秋川:そうですね。物の見方、考え方はやっぱり違うし。自分がイタリア人の感覚でイタリア人と仲良くなろうとしても、なかなか仲良くなれないんですよね。だけど、自分は日本人だという感覚で接すると、すごくフレンドリーになれる。まあ「イタリアの良さも十分勉強したので、日本でいろんな歌を歌っていこう」と、気持ちが切り替わったかな。
―秋川さんは、日本のスタンダードになった曲をテノールという手法で伝えていこうとする。それは新しいけど、勇気のいることじゃないかな。
秋川:割と自然にやってきた感じなんです。パバロッティら3大テノールと言われる人はオペラの世界では世界トップ級と言われ、純粋なクラシックも歌いながらも、そうじゃないコンサートを開いたりしているので。

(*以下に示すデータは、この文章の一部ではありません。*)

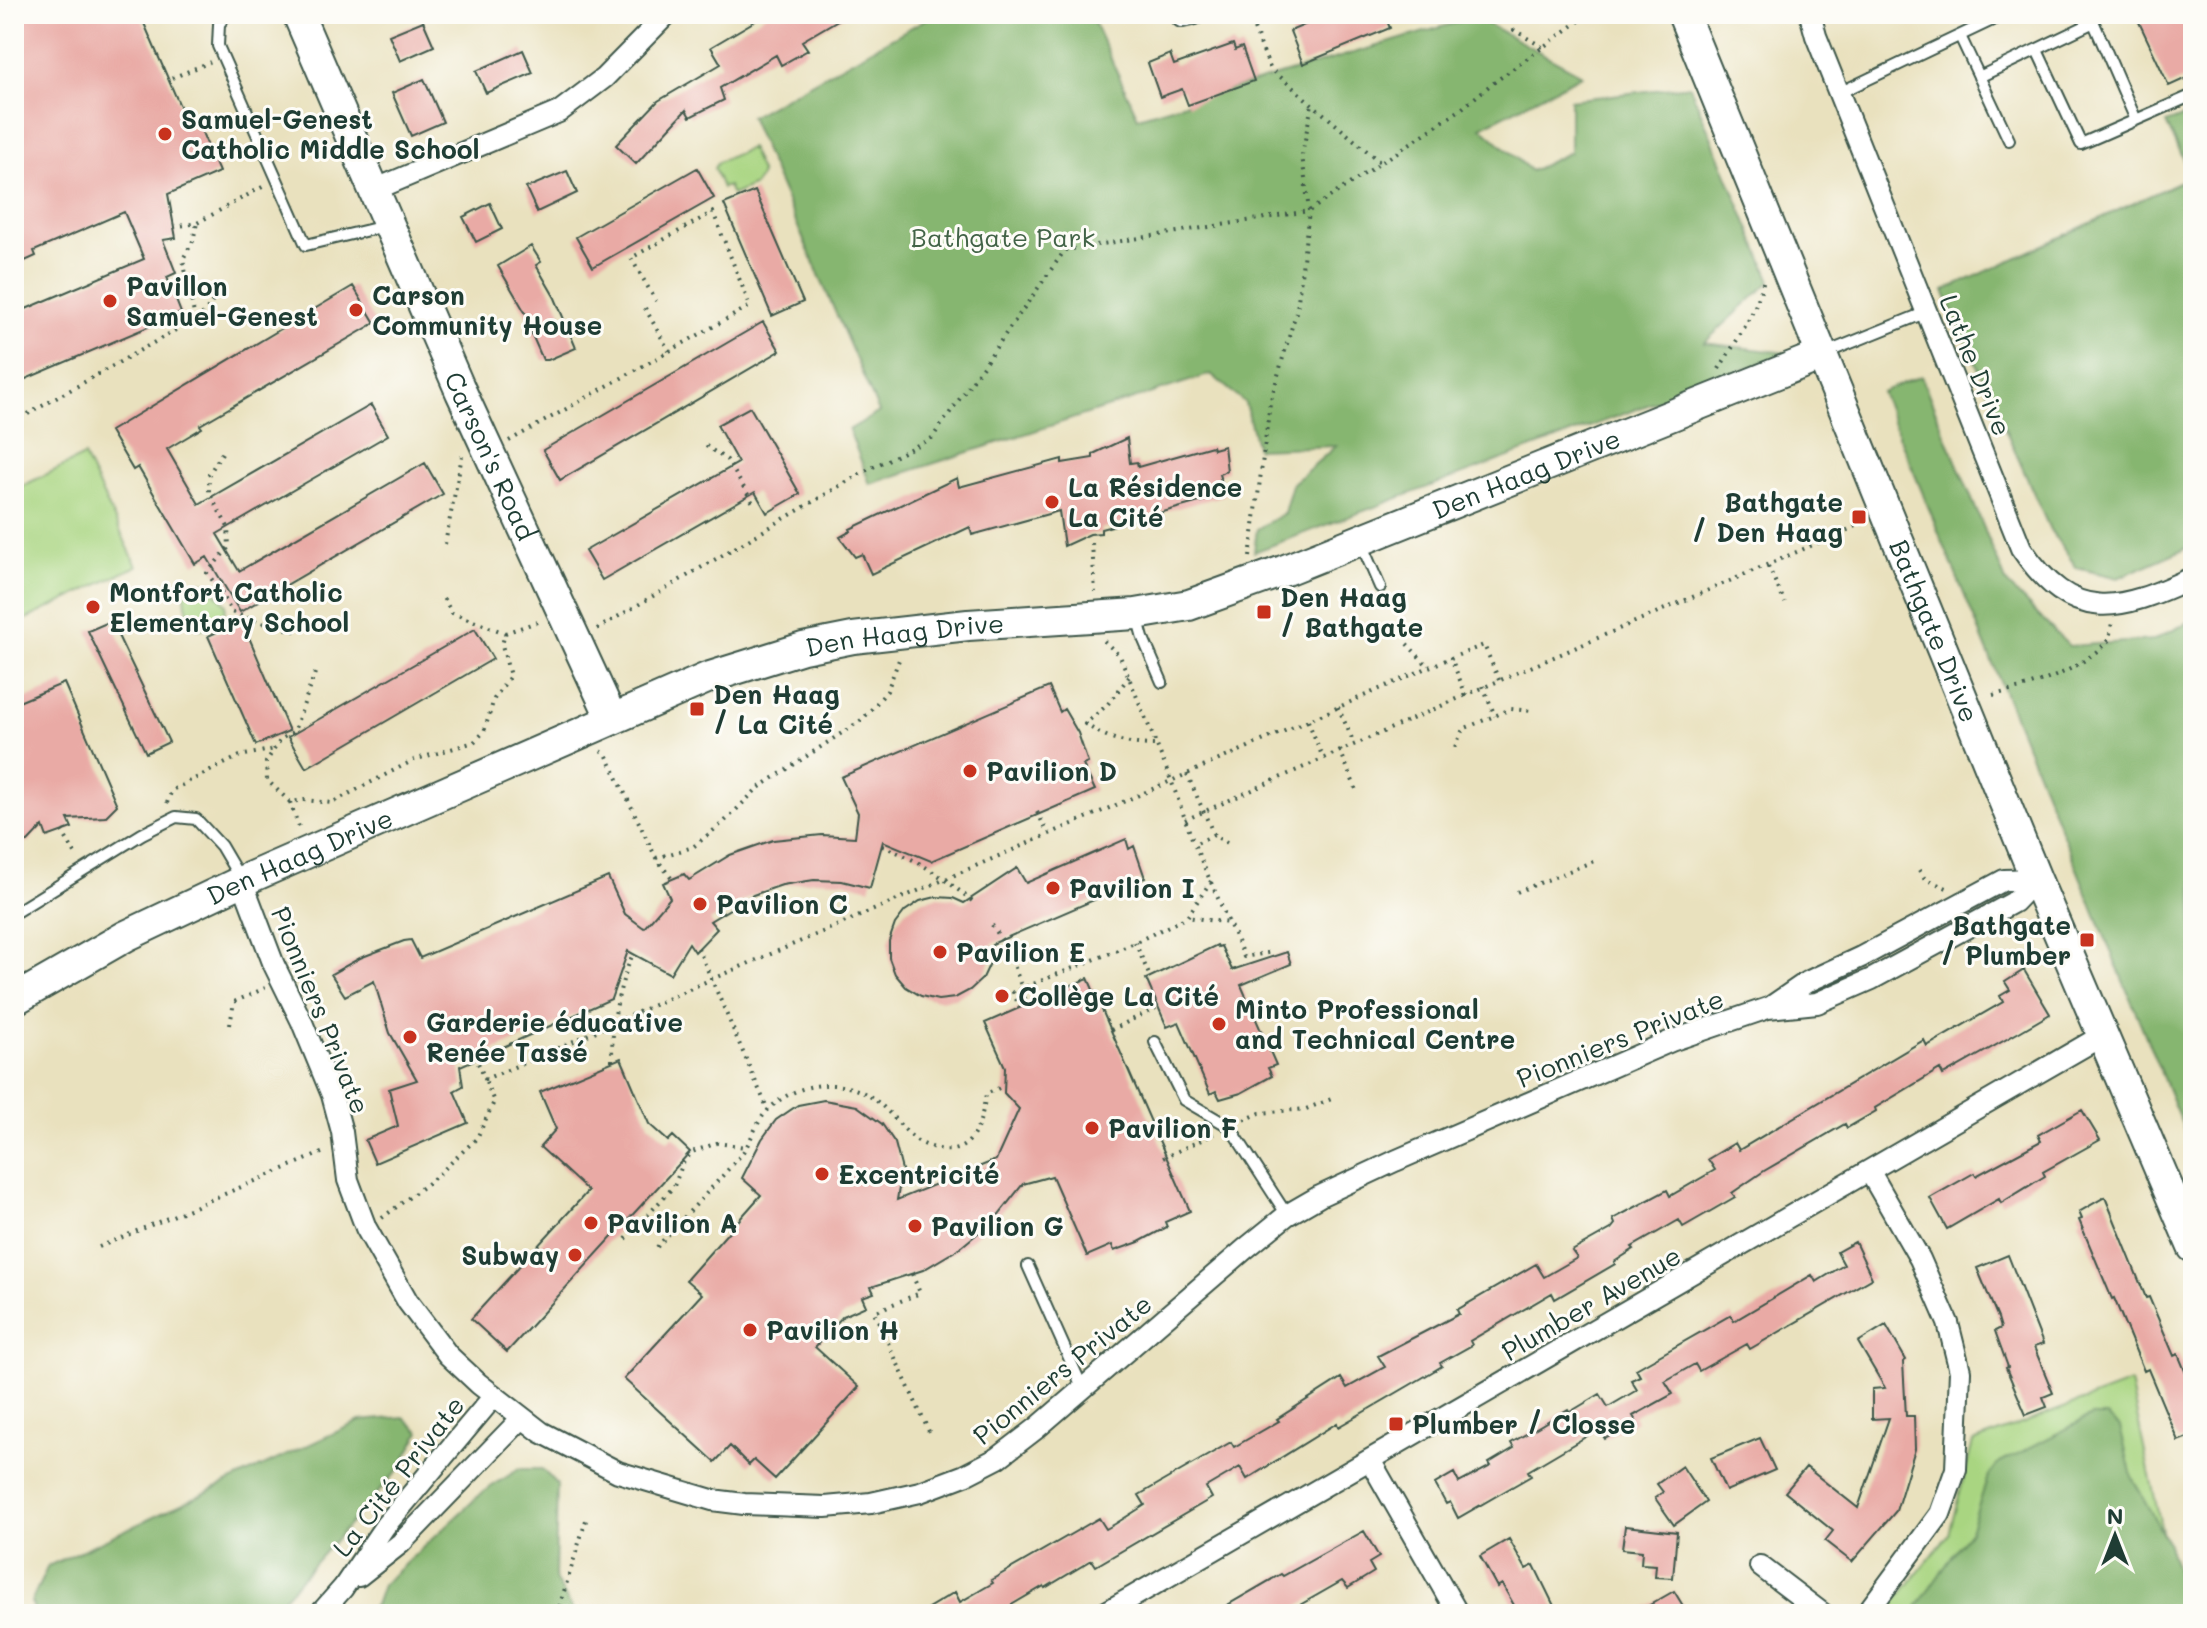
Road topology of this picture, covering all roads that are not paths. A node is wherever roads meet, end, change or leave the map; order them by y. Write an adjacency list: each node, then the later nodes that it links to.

―お父さんの秋川暢宏さんもクラシック畑の方で、声楽をされています。その影響は…。
秋川:おっきいです。3大テノールのような人たちを追っかけながら勉強してきたけども、自分の中での世界一のテノールは、やっぱり父親なんですよね。物心がつく前から父親の歌声をずっと聞いてる。父親の背中はパバロッティほど大きくはないけれど、テノールとしての存在というのはパバロッティ以上、世界一かなと思います。
―幼いながらに、お父さんの歌う姿を記憶していると。
あきかわ・まさふみ 1967年生まれ、愛媛県出身。国立音大、同大学院で声楽を学び、イタリア留学。2001年デビュー。米国に伝わる詩に作家新井満さんが訳とメロディーを施した「千の風になって」を歌い、同曲は昨年最も売れたシングルCDになった。NHK紅白歌合戦2回出場。
秋川:うーん、ほんとにうまいなあ、って思ってましたね。家でよく、世界のオペラ歌手のレコードを父親が聴いたんですよ。そこから流れてくる声と父親が歌う声とを聴いて「レコードの方がうまい」とは思わなかったですよ。
―そうすると、常に父が目標であったと。
秋川:歌を始めたときに、どうやったら父親みたいにうまく歌えるだろうって思った。それが知らず知らずのうちに、父に追いつこうとか、追い抜いたとかいう感覚もなく、父は父の音楽で、自分は自分の音楽となった。音楽面で父親から自立したんでしょうね。父親は親に反対されながら音楽の道に進んだ人なんですよ。そういう情熱をずっと見てて、自分も音楽が好きになっていったんだろうなあと思います。